● DATA PROVIDED
####################

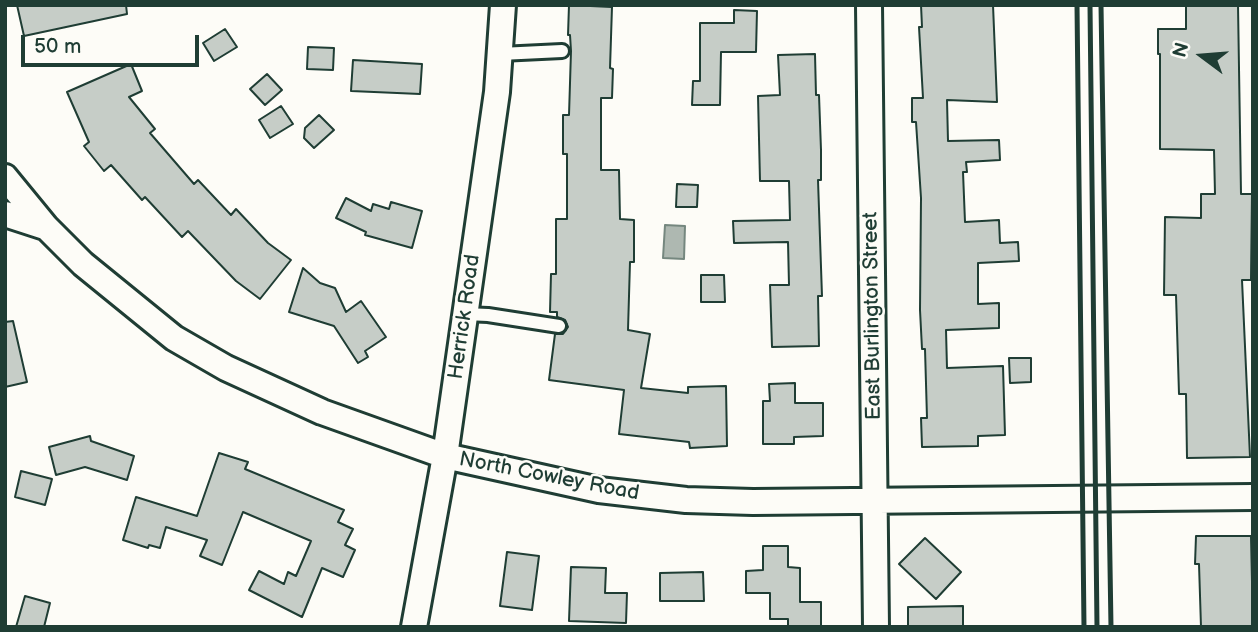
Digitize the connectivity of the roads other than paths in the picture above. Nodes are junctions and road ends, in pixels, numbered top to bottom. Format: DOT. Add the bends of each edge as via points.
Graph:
graph roads {
  1 [pos="503,5"];
  2 [pos="869,5"];
  3 [pos="562,51"];
  4 [pos="500,54"];
  5 [pos="5,177"];
  6 [pos="5,214"];
  7 [pos="46,227"];
  8 [pos="465,314"];
  9 [pos="559,326"];
  10 [pos="445,456"];
  11 [pos="1253,497"];
  12 [pos="876,501"];
  13 [pos="414,627"];
  14 [pos="876,627"];
  1 -- 4 [label="street, Herrick Road"];
  2 -- 12 [label="street, East Burlington Street"];
  3 -- 4 [label="lane"];
  4 -- 8 [label="street, Herrick Road"];
  5 -- 7 [label="street, North Cowley Road"];
  6 -- 7 [label="street, North Cowley Road"];
  7 -- 10 [label="street, North Cowley Road" via="83,264 174,338 322,412"];
  8 -- 9 [label="lane"];
  8 -- 10 [label="street, Herrick Road"];
  10 -- 12 [label="street, North Cowley Road" via="642,496"];
  10 -- 13 [label="street, Herrick Road"];
  11 -- 12 [label="street, North Cowley Road"];
  12 -- 14 [label="street, East Burlington Street"];
}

####################

● THE TASK
If a picture appears among the entries, omit it and reproduce everything else exactly.

● TASK ANSWER
Digitize the connectivity of the roads other than paths in the picture above. Nodes are junctions and road ends, in pixels, numbered top to bottom. Format: DOT. Add the bends of each edge as via points.
Graph:
graph roads {
  1 [pos="503,5"];
  2 [pos="869,5"];
  3 [pos="562,51"];
  4 [pos="500,54"];
  5 [pos="5,177"];
  6 [pos="5,214"];
  7 [pos="46,227"];
  8 [pos="465,314"];
  9 [pos="559,326"];
  10 [pos="445,456"];
  11 [pos="1253,497"];
  12 [pos="876,501"];
  13 [pos="414,627"];
  14 [pos="876,627"];
  1 -- 4 [label="street, Herrick Road"];
  2 -- 12 [label="street, East Burlington Street"];
  3 -- 4 [label="lane"];
  4 -- 8 [label="street, Herrick Road"];
  5 -- 7 [label="street, North Cowley Road"];
  6 -- 7 [label="street, North Cowley Road"];
  7 -- 10 [label="street, North Cowley Road" via="83,264 174,338 322,412"];
  8 -- 9 [label="lane"];
  8 -- 10 [label="street, Herrick Road"];
  10 -- 12 [label="street, North Cowley Road" via="642,496"];
  10 -- 13 [label="street, Herrick Road"];
  11 -- 12 [label="street, North Cowley Road"];
  12 -- 14 [label="street, East Burlington Street"];
}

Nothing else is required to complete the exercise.